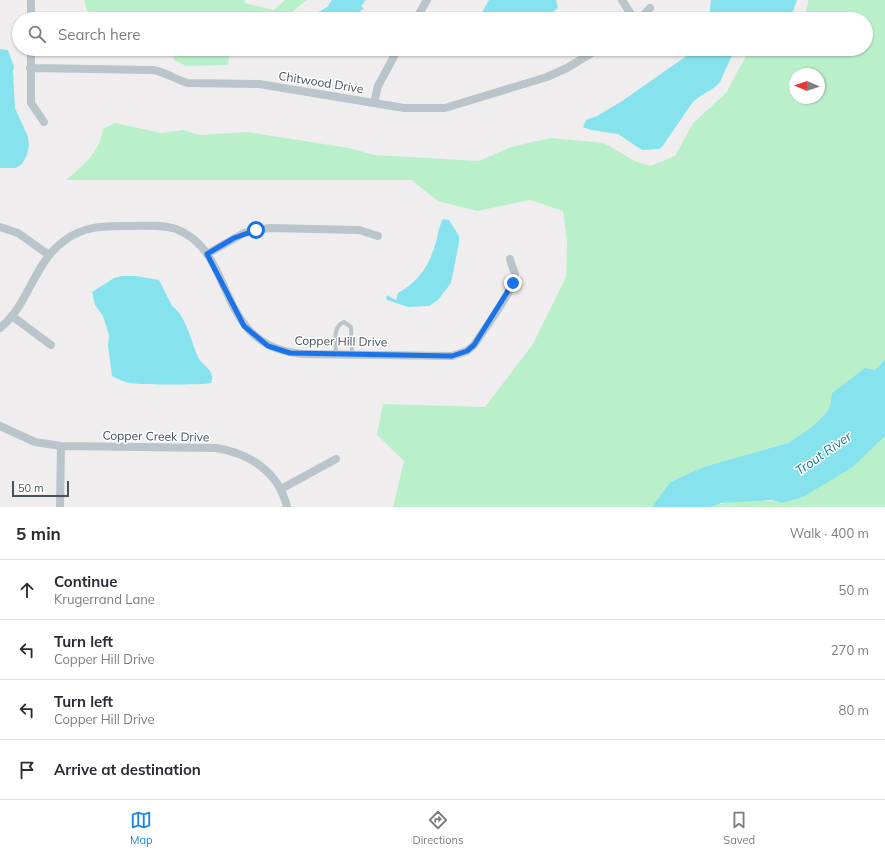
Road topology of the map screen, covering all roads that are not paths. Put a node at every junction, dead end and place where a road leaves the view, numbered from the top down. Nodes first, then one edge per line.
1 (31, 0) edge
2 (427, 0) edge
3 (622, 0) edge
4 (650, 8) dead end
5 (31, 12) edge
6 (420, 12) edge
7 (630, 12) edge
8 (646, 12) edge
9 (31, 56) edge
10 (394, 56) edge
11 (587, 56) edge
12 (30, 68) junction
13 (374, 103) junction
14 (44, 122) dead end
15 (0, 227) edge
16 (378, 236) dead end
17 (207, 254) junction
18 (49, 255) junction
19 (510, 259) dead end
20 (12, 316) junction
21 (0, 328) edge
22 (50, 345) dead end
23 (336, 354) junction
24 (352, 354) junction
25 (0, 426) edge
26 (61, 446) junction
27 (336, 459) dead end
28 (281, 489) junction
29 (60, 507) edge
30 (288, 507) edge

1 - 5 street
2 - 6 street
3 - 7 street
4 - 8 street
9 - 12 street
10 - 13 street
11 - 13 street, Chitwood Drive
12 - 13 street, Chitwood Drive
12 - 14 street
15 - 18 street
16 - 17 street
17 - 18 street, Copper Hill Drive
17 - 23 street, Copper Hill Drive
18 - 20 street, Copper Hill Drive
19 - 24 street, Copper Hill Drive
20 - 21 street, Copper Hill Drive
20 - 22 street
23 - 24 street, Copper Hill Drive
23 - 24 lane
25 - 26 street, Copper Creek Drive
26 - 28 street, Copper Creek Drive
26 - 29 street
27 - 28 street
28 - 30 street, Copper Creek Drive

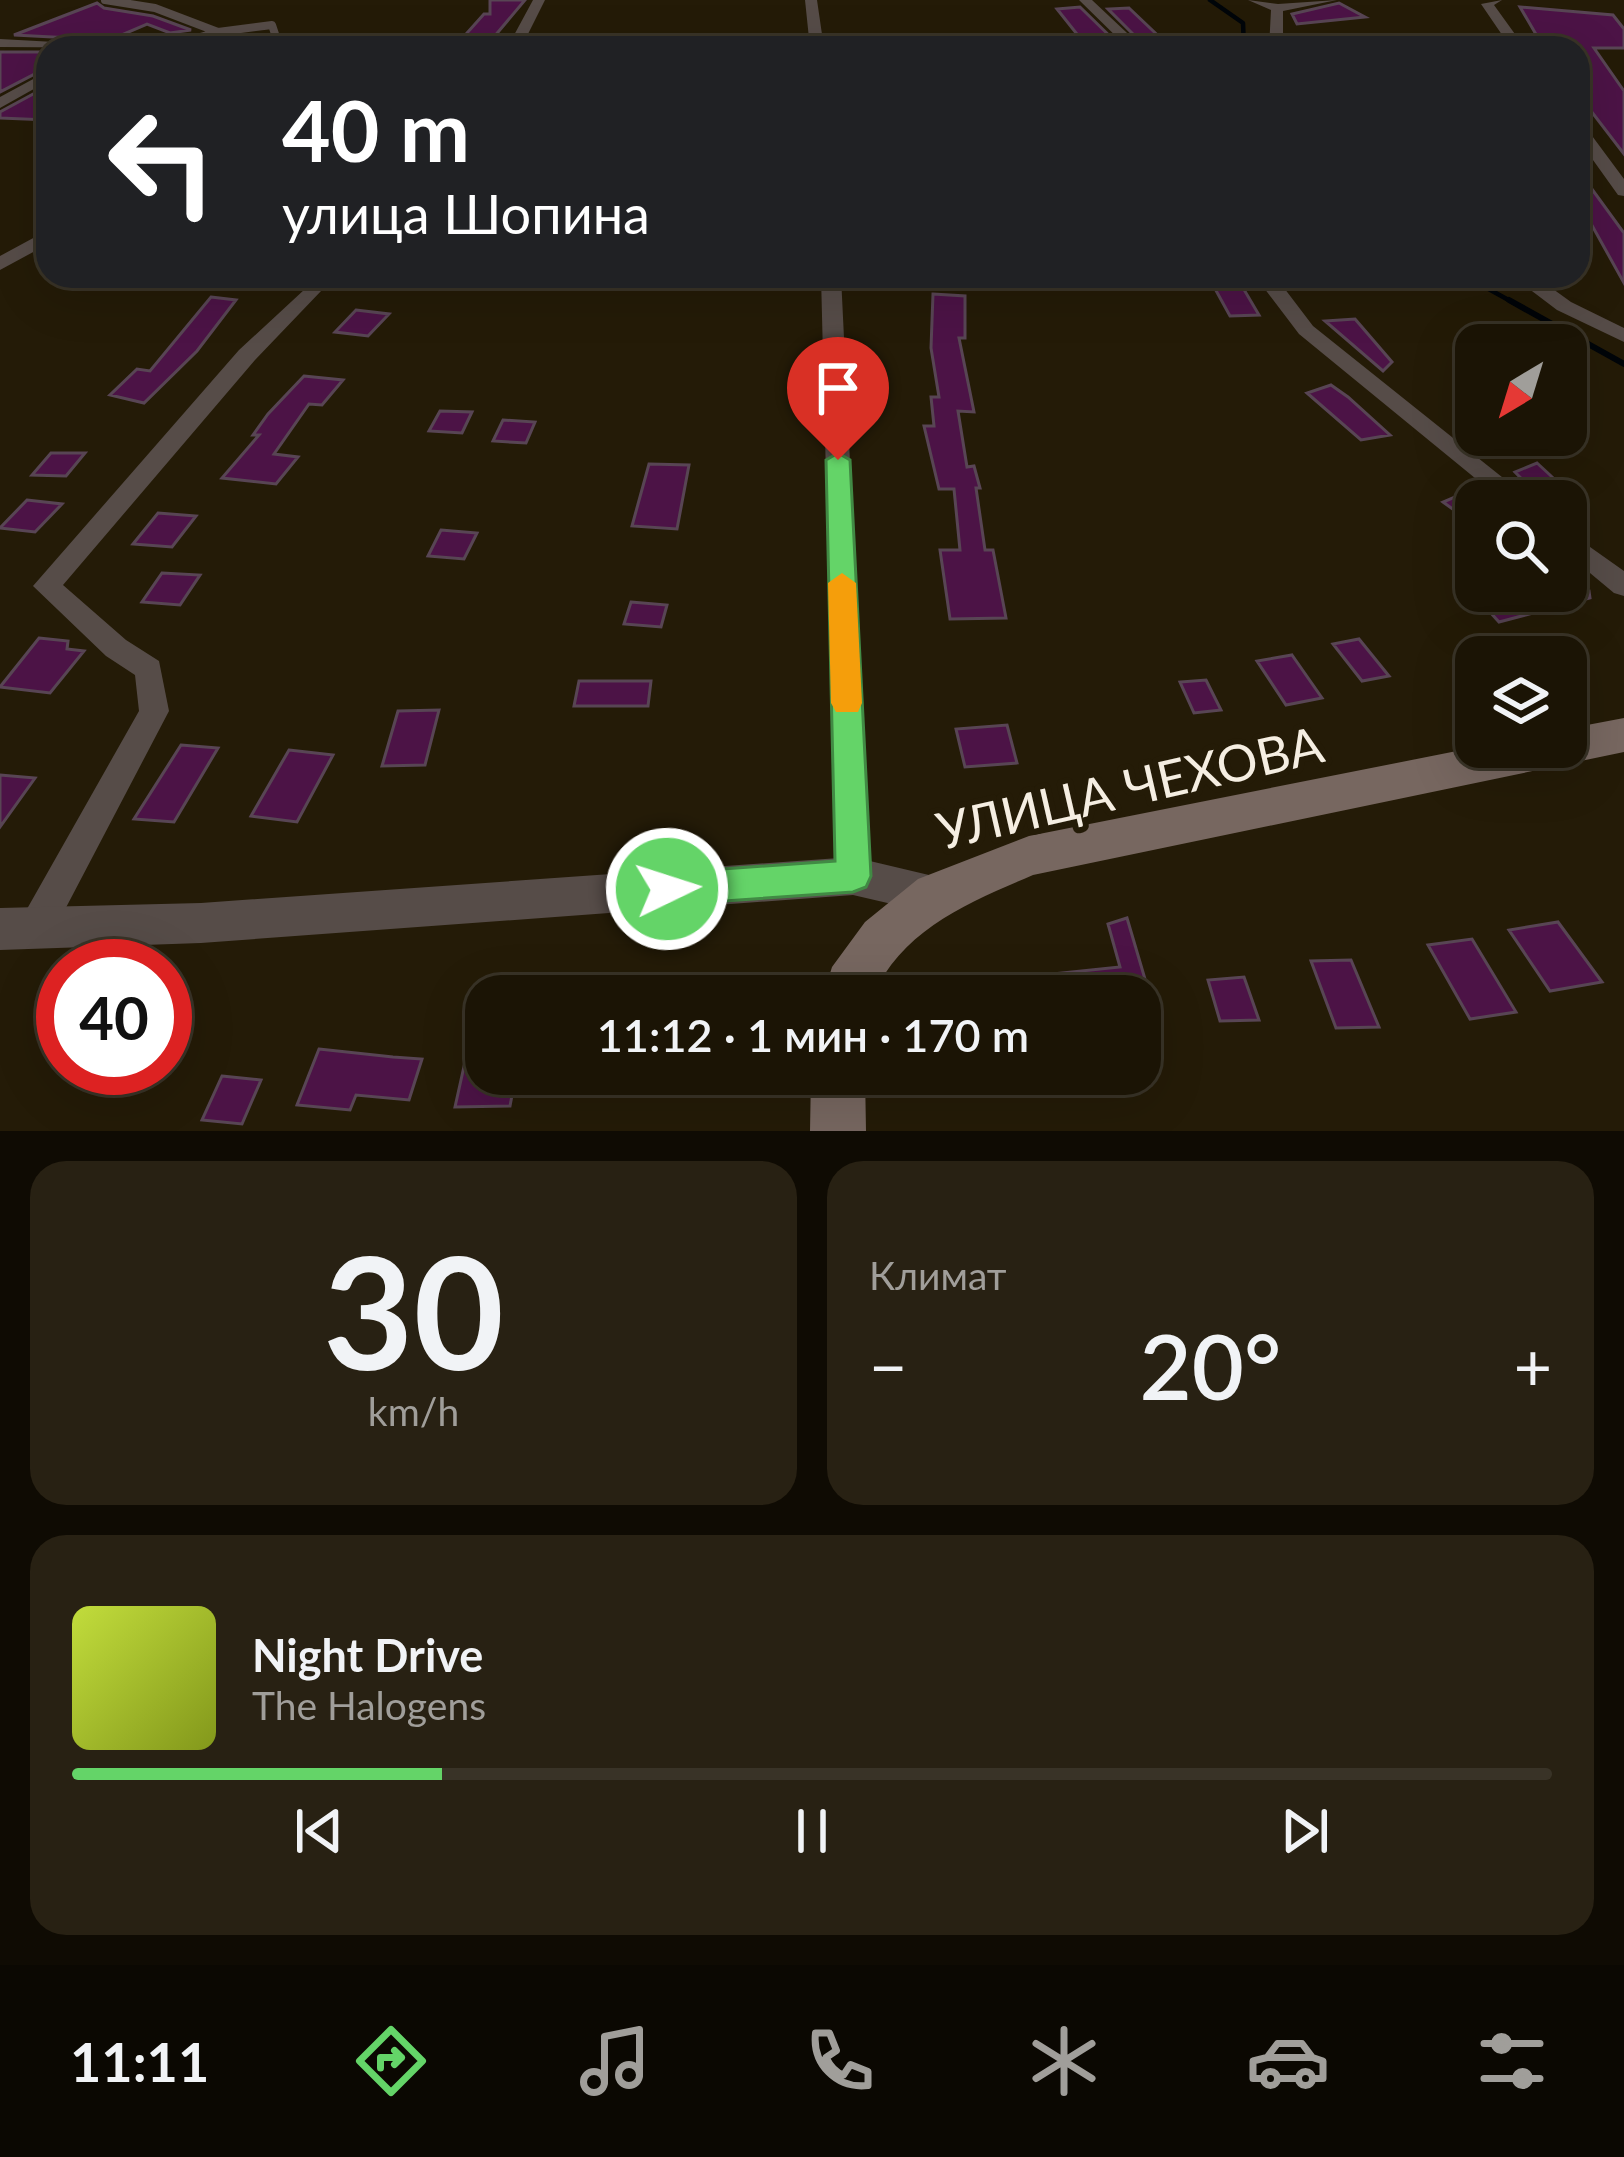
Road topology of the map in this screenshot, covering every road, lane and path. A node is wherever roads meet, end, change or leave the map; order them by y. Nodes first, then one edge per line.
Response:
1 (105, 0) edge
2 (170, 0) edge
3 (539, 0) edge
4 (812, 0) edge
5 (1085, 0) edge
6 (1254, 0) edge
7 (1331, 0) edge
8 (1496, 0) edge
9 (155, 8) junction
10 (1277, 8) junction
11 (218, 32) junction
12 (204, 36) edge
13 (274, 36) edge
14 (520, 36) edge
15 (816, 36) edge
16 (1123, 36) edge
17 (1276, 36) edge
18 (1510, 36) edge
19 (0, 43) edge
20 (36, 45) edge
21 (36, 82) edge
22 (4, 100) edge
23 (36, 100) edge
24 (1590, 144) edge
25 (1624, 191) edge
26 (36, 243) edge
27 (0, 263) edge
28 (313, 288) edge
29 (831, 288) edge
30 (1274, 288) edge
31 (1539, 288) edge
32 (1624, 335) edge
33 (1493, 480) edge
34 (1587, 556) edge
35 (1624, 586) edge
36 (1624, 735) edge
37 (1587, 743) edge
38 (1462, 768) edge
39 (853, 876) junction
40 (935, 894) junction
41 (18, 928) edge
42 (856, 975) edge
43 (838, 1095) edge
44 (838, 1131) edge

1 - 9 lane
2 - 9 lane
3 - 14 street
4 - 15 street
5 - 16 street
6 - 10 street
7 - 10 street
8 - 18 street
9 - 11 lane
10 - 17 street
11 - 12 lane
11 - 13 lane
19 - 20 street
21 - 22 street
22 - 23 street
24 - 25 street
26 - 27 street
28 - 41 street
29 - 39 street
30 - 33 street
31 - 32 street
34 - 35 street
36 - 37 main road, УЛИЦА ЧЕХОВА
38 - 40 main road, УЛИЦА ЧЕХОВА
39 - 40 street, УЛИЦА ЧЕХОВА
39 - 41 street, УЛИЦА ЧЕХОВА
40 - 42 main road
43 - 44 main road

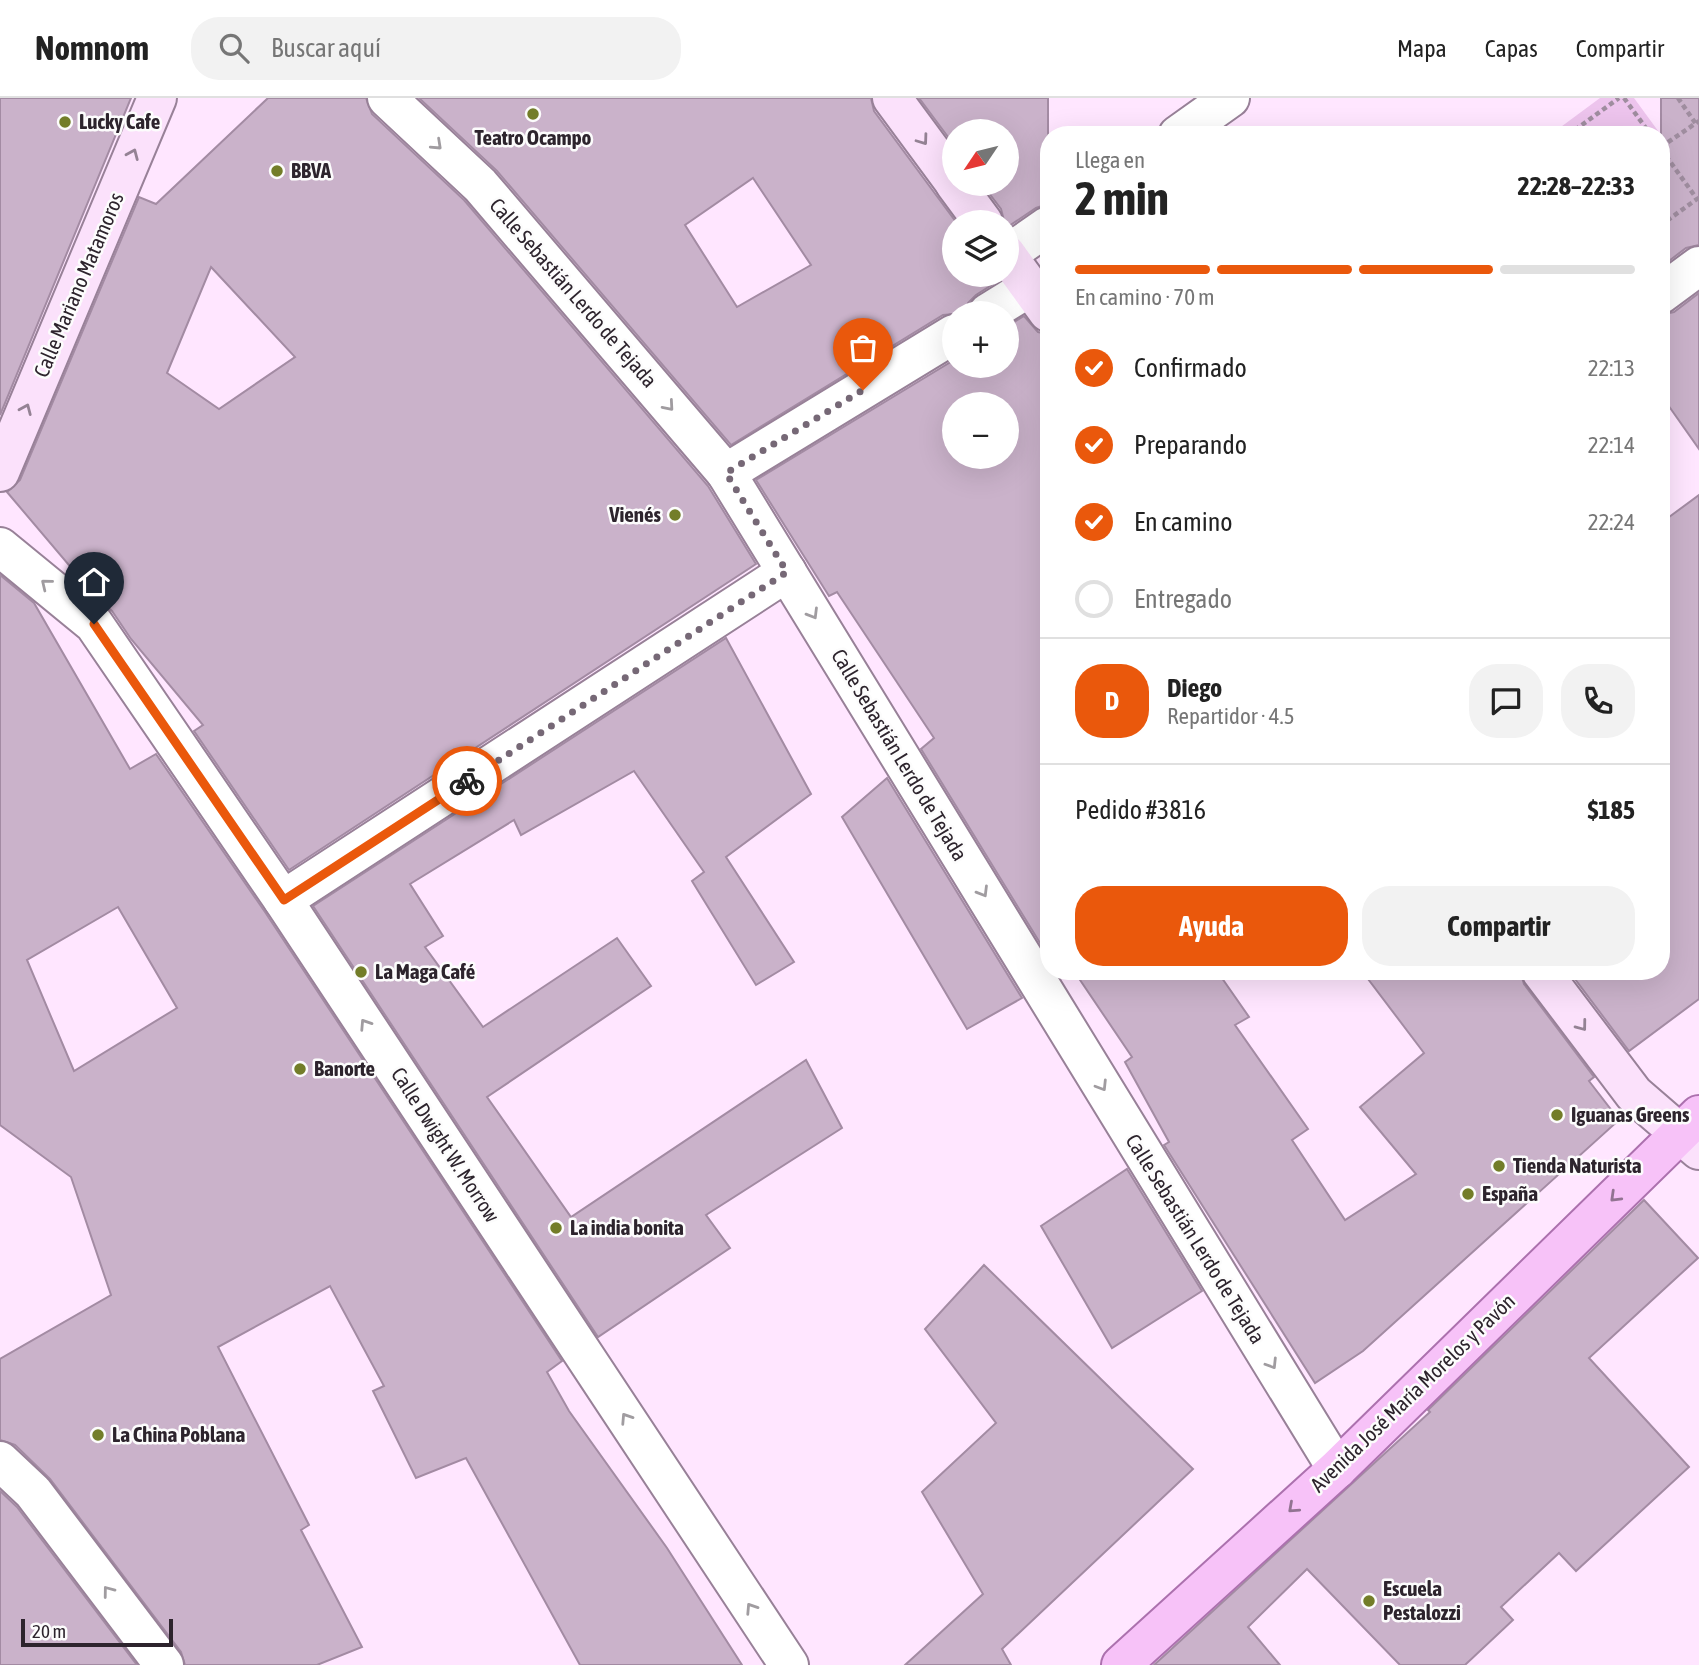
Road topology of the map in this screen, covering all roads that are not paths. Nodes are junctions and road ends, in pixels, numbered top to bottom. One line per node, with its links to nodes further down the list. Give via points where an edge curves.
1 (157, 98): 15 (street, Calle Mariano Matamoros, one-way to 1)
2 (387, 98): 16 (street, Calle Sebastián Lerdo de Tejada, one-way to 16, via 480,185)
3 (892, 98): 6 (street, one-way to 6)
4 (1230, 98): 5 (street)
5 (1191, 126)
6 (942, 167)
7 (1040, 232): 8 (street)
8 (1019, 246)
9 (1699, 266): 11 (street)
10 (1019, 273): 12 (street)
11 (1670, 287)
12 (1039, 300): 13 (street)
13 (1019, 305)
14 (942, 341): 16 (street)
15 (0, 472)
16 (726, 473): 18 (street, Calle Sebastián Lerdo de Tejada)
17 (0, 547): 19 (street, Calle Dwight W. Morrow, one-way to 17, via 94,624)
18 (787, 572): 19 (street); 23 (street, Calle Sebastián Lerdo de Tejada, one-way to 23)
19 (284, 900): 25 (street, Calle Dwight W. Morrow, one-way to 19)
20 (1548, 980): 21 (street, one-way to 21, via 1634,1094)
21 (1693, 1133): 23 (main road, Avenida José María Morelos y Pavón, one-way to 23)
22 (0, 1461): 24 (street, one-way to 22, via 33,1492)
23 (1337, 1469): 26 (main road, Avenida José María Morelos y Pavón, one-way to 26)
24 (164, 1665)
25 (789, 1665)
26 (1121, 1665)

- - - - -

Task statement: From the line with "Road topology of the map in this screen, covering" through the final line of the records, return each line exactly. Leave out the rest.

Solution to this problem:
Road topology of the map in this screen, covering all roads that are not paths. Nodes are junctions and road ends, in pixels, numbered top to bottom. One line per node, with its links to nodes further down the list. Give via points where an edge curves.
1 (157, 98): 15 (street, Calle Mariano Matamoros, one-way to 1)
2 (387, 98): 16 (street, Calle Sebastián Lerdo de Tejada, one-way to 16, via 480,185)
3 (892, 98): 6 (street, one-way to 6)
4 (1230, 98): 5 (street)
5 (1191, 126)
6 (942, 167)
7 (1040, 232): 8 (street)
8 (1019, 246)
9 (1699, 266): 11 (street)
10 (1019, 273): 12 (street)
11 (1670, 287)
12 (1039, 300): 13 (street)
13 (1019, 305)
14 (942, 341): 16 (street)
15 (0, 472)
16 (726, 473): 18 (street, Calle Sebastián Lerdo de Tejada)
17 (0, 547): 19 (street, Calle Dwight W. Morrow, one-way to 17, via 94,624)
18 (787, 572): 19 (street); 23 (street, Calle Sebastián Lerdo de Tejada, one-way to 23)
19 (284, 900): 25 (street, Calle Dwight W. Morrow, one-way to 19)
20 (1548, 980): 21 (street, one-way to 21, via 1634,1094)
21 (1693, 1133): 23 (main road, Avenida José María Morelos y Pavón, one-way to 23)
22 (0, 1461): 24 (street, one-way to 22, via 33,1492)
23 (1337, 1469): 26 (main road, Avenida José María Morelos y Pavón, one-way to 26)
24 (164, 1665)
25 (789, 1665)
26 (1121, 1665)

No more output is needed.